Staying in the North, Wells wrote an in-depth report on lynching in America for the New York Age, an African-American newspaper run by former slave T. Thomas Fortune. She lectured abroad in 1893, looking to drum up support for her cause among reform-minded whites. Upset by the ban on African-American exhibitors at the 1893 World's Columbian Exposition, Wells penned and circulated a pamphlet entitled "The Reason Why the Colored American Is Represented in the World's Columbian Exposition." This effort was funded and supported by famed abolitionist and freed slave Frederick Douglass, and lawyer and editor Ferdinand Barnett. Also in 1893, Wells published A Red Record, a personal examination of lynchings in America.

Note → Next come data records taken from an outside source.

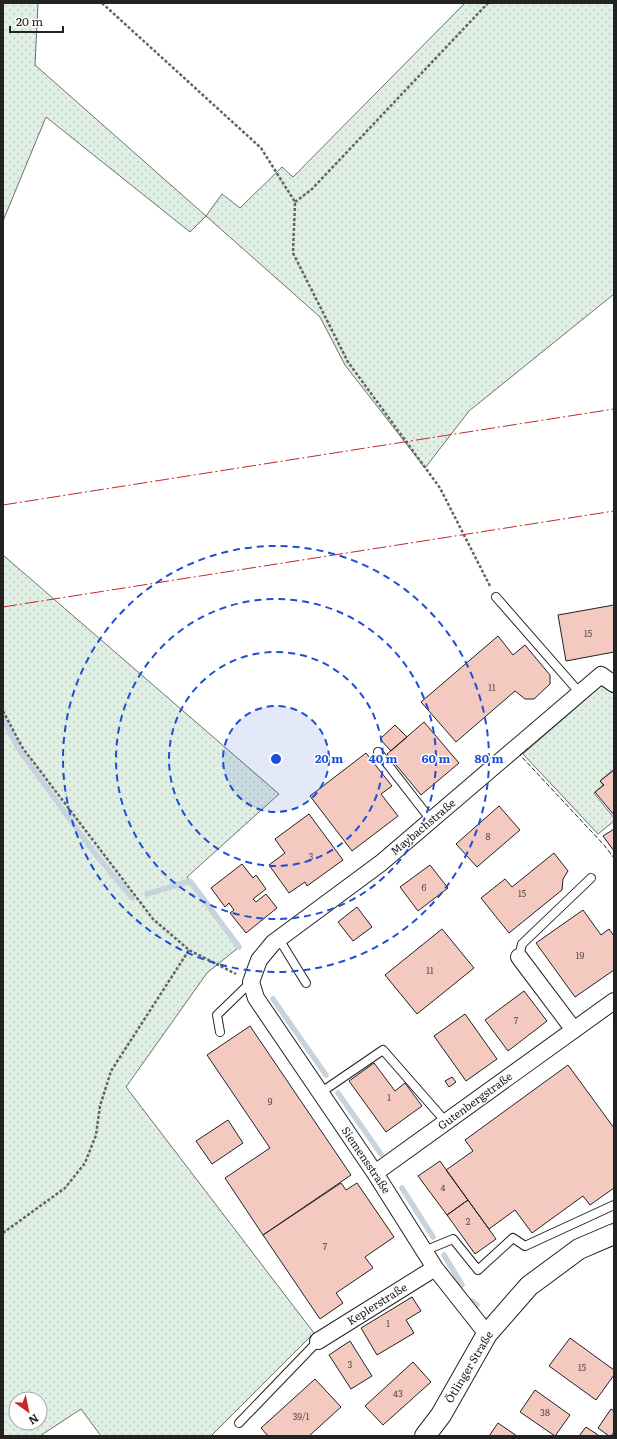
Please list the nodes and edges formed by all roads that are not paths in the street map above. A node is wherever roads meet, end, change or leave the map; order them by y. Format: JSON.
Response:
{"nodes":[{"id":1,"x":496,"y":597,"type":"road end"},
{"id":2,"x":608,"y":679,"type":"edge"},
{"id":3,"x":579,"y":692,"type":"junction"},
{"id":4,"x":378,"y":752,"type":"dead end"},
{"id":5,"x":431,"y":820,"type":"junction"},
{"id":6,"x":591,"y":878,"type":"dead end"},
{"id":7,"x":278,"y":939,"type":"junction"},
{"id":8,"x":519,"y":957,"type":"joint"},
{"id":9,"x":251,"y":982,"type":"junction"},
{"id":10,"x":306,"y":983,"type":"dead end"},
{"id":11,"x":614,"y":1000,"type":"edge"},
{"id":12,"x":574,"y":1030,"type":"junction"},
{"id":13,"x":220,"y":1032,"type":"dead end"},
{"id":14,"x":320,"y":1093,"type":"junction"},
{"id":15,"x":446,"y":1122,"type":"junction"},
{"id":16,"x":376,"y":1173,"type":"junction"},
{"id":17,"x":614,"y":1205,"type":"edge"},
{"id":18,"x":614,"y":1234,"type":"edge"},
{"id":19,"x":424,"y":1251,"type":"junction"},
{"id":20,"x":435,"y":1268,"type":"junction"},
{"id":21,"x":487,"y":1334,"type":"junction"},
{"id":22,"x":318,"y":1341,"type":"joint"},
{"id":23,"x":239,"y":1423,"type":"dead end"},
{"id":24,"x":425,"y":1436,"type":"edge"}],
"edges":[{"from":1,"to":3,"type":"lane"},
{"from":2,"to":3,"type":"street","name":"Maybachstraße"},
{"from":3,"to":5,"type":"street","name":"Maybachstraße"},
{"from":4,"to":5,"type":"lane"},
{"from":5,"to":7,"type":"street","name":"Maybachstraße"},
{"from":6,"to":8,"type":"lane"},
{"from":7,"to":9,"type":"street","name":"Maybachstraße"},
{"from":7,"to":10,"type":"lane"},
{"from":8,"to":12,"type":"street"},
{"from":9,"to":13,"type":"lane"},
{"from":9,"to":14,"type":"street","name":"Siemensstraße"},
{"from":11,"to":12,"type":"street","name":"Gutenbergstraße"},
{"from":12,"to":15,"type":"street","name":"Gutenbergstraße"},
{"from":14,"to":15,"type":"lane"},
{"from":14,"to":16,"type":"street","name":"Siemensstraße"},
{"from":15,"to":16,"type":"street","name":"Gutenbergstraße"},
{"from":16,"to":19,"type":"street","name":"Siemensstraße"},
{"from":17,"to":19,"type":"lane"},
{"from":18,"to":21,"type":"street","name":"Ötlinger Straße"},
{"from":19,"to":20,"type":"street","name":"Siemensstraße"},
{"from":20,"to":21,"type":"street","name":"Siemensstraße"},
{"from":20,"to":22,"type":"street","name":"Keplerstraße"},
{"from":21,"to":24,"type":"street","name":"Ötlinger Straße"},
{"from":22,"to":23,"type":"lane"}]}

In 1898, Wells brought her anti-lynching campaign to the White House, leading a protest in Washington, D.C., and calling for President William McKinley to make reforms. She married Ferdinand Barnett that same year, and was thereafter known as Ida B. Wells-Barnett. While the couple eventually had four children together, Wells remained committed to her social and political activism.
Ida B. Wells established several civil rights organizations. In 1896, she formed the National Association of Colored Women. After brutal assaults on the African-American community in Springfield, Illinois, in 1908, Wells sought to take action: The following year, she attended a special conference for the organization that would later become known as the National Association for the Advancement of Colored People. Though she is considered a founding member of the NAACP, Wells later cut ties with the organization; she explained her decision thereafter, stating that she felt the organization—in its infacy at the time she left—had lacked action-based initiatives.
Working on behalf of all women, Wells, as part of her work with the National Equal Rights League, called for President Woodrow Wilson to put an end to discriminatory hiring practices for government jobs. She created the first African-American kindergarten in her community and fought for women's suffrage. In 1930, Wellst made an unsuccessful bid for the state senate. Health problems plagued her the following year.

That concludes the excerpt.